Task prompt —
Exactly reproduce the data from its first line through the line with "Turn every road, lane", leaving out every line after it.

Input data —
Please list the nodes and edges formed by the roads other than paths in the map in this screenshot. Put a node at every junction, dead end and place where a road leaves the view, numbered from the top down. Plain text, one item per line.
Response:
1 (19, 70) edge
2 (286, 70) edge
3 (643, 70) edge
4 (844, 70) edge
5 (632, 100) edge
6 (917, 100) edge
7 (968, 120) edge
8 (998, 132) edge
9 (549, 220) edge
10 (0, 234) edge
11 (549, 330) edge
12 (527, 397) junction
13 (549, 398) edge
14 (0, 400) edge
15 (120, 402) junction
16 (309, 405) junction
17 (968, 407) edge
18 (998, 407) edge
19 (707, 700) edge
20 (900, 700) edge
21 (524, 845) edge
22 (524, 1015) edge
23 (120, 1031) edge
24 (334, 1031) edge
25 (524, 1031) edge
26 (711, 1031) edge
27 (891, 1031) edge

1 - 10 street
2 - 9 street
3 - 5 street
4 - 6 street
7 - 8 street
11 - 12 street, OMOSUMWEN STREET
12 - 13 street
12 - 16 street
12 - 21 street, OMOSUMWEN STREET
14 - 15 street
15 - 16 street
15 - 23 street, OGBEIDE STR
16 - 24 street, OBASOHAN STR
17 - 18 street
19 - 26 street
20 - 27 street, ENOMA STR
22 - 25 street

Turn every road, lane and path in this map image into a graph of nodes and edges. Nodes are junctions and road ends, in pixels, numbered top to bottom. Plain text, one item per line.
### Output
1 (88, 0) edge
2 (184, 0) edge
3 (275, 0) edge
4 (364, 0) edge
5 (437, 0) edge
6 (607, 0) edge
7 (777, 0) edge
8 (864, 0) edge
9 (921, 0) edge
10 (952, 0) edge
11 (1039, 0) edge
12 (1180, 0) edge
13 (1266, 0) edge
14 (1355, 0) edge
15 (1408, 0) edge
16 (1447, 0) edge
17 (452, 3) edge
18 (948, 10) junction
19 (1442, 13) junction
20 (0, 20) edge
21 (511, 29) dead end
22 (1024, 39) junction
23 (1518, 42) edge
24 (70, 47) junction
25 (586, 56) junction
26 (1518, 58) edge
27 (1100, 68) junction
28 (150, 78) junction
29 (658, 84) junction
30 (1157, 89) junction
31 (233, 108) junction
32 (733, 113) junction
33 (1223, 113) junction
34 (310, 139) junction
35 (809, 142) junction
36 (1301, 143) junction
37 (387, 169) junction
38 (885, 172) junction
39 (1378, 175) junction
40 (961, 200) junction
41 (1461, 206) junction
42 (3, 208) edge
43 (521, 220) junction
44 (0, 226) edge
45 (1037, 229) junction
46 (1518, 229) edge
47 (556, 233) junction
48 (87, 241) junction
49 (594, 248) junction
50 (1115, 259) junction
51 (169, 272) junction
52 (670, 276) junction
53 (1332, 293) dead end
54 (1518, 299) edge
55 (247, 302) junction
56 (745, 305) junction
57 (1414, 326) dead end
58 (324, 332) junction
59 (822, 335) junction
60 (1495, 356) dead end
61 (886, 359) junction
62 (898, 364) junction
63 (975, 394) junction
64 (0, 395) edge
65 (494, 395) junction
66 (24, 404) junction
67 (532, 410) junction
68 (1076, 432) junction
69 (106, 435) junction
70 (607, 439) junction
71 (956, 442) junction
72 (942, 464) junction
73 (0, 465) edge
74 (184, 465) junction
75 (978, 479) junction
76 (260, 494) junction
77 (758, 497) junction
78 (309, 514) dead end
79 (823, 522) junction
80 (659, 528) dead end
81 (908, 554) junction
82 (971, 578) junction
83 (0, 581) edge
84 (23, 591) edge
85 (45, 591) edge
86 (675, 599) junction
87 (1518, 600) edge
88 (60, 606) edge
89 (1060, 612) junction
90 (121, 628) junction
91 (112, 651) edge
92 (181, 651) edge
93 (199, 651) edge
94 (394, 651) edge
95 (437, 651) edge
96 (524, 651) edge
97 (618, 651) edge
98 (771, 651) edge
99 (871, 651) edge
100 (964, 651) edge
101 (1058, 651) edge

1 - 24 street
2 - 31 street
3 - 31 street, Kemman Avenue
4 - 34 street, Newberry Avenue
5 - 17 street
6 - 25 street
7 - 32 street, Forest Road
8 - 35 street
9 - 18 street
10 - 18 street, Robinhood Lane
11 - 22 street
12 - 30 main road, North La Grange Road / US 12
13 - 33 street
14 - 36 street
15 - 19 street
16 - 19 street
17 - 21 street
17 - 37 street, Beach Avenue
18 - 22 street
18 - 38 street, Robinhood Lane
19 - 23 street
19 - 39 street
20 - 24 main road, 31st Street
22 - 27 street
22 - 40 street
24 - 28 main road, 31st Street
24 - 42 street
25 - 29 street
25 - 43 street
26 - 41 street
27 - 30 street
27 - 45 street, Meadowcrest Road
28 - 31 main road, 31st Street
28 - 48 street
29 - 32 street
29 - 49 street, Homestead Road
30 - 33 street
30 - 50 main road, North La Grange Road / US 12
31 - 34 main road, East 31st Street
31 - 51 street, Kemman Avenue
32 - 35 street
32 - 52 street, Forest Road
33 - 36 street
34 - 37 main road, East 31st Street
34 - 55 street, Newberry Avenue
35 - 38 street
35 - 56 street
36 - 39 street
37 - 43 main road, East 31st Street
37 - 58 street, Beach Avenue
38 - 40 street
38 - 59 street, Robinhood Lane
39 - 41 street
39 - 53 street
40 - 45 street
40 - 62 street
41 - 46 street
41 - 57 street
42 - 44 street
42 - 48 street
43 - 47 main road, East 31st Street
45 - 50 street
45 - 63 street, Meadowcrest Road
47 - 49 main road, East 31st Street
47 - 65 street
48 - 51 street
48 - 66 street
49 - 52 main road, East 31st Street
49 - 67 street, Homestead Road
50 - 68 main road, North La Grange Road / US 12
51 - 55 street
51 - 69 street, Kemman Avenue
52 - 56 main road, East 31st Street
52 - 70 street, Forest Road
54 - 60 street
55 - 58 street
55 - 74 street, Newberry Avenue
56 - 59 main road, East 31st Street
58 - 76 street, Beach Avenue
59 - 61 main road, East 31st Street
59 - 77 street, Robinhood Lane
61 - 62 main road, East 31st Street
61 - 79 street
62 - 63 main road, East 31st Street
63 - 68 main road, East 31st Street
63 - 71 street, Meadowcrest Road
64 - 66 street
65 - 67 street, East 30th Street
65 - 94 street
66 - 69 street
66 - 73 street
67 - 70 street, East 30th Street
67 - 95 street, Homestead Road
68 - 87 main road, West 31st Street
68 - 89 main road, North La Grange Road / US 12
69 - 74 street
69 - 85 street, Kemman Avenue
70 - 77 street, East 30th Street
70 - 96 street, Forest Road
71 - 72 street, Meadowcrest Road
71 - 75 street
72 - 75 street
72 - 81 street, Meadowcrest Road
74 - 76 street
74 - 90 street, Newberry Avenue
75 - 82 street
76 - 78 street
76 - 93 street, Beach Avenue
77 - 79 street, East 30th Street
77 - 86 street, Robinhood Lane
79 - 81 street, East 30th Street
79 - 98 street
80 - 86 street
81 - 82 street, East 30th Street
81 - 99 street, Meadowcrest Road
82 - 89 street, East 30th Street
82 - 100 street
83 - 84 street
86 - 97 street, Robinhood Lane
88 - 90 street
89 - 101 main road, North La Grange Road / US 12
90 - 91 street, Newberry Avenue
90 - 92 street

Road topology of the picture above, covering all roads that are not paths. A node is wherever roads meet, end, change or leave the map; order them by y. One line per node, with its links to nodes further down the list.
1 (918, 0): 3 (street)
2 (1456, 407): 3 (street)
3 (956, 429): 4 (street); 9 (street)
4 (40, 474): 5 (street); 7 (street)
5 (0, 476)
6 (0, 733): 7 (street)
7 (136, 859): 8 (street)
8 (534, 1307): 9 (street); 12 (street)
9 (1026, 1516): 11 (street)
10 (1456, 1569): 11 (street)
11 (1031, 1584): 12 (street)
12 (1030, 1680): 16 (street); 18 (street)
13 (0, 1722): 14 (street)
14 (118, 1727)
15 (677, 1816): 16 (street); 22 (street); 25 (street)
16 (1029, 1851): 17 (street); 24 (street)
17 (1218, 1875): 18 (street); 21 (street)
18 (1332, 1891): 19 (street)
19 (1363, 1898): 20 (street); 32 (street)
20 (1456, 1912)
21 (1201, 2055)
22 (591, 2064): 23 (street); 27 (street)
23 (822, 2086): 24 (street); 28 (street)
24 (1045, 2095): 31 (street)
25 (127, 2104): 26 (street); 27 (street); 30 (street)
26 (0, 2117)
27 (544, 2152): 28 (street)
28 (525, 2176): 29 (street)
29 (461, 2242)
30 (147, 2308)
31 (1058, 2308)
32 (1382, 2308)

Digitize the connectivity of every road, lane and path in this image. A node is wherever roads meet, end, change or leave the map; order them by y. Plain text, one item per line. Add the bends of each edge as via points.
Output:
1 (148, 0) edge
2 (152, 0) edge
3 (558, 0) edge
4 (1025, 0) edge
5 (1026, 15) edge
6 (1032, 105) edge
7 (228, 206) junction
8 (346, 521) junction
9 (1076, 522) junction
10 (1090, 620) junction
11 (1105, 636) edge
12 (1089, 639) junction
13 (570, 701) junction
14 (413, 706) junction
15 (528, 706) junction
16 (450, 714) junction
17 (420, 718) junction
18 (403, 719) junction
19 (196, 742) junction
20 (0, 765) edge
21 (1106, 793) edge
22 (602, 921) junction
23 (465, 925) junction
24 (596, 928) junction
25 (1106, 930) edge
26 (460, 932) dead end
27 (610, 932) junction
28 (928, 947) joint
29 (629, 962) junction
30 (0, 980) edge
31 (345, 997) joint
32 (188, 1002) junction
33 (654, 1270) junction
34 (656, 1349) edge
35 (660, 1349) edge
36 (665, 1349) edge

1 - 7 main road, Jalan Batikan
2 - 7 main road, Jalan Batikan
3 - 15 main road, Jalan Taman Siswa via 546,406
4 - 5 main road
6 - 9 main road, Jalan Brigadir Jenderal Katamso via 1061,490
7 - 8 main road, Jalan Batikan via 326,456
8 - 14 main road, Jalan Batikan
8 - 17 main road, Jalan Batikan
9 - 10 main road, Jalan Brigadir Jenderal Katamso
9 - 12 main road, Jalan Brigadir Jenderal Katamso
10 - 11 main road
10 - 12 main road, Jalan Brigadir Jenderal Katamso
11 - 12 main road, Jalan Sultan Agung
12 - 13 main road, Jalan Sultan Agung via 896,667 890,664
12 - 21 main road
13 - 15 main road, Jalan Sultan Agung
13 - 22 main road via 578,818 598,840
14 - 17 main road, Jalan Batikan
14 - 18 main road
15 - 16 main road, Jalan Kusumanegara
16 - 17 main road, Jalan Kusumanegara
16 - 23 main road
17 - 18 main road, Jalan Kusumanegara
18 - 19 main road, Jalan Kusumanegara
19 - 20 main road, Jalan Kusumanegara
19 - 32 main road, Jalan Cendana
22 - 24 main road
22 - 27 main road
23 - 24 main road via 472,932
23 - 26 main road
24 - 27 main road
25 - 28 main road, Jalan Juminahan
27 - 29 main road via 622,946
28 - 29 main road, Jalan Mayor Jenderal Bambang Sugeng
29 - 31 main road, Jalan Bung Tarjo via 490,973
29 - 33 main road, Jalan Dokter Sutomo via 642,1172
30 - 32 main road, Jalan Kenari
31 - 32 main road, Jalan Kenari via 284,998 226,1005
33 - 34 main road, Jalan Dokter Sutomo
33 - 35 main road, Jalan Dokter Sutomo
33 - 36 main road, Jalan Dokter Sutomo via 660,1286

Reply to the exercise —
Please list the nodes and edges formed by the roads other than paths in the map in this screenshot. Put a node at every junction, dead end and place where a road leaves the view, numbered from the top down. Plain text, one item per line.
Response:
1 (19, 70) edge
2 (286, 70) edge
3 (643, 70) edge
4 (844, 70) edge
5 (632, 100) edge
6 (917, 100) edge
7 (968, 120) edge
8 (998, 132) edge
9 (549, 220) edge
10 (0, 234) edge
11 (549, 330) edge
12 (527, 397) junction
13 (549, 398) edge
14 (0, 400) edge
15 (120, 402) junction
16 (309, 405) junction
17 (968, 407) edge
18 (998, 407) edge
19 (707, 700) edge
20 (900, 700) edge
21 (524, 845) edge
22 (524, 1015) edge
23 (120, 1031) edge
24 (334, 1031) edge
25 (524, 1031) edge
26 (711, 1031) edge
27 (891, 1031) edge

1 - 10 street
2 - 9 street
3 - 5 street
4 - 6 street
7 - 8 street
11 - 12 street, OMOSUMWEN STREET
12 - 13 street
12 - 16 street
12 - 21 street, OMOSUMWEN STREET
14 - 15 street
15 - 16 street
15 - 23 street, OGBEIDE STR
16 - 24 street, OBASOHAN STR
17 - 18 street
19 - 26 street
20 - 27 street, ENOMA STR
22 - 25 street

Turn every road, lane and path in this map image into a graph of nodes and edges. Nodes are junctions and road ends, in pixels, numbered top to bottom. Plain text, one item per line.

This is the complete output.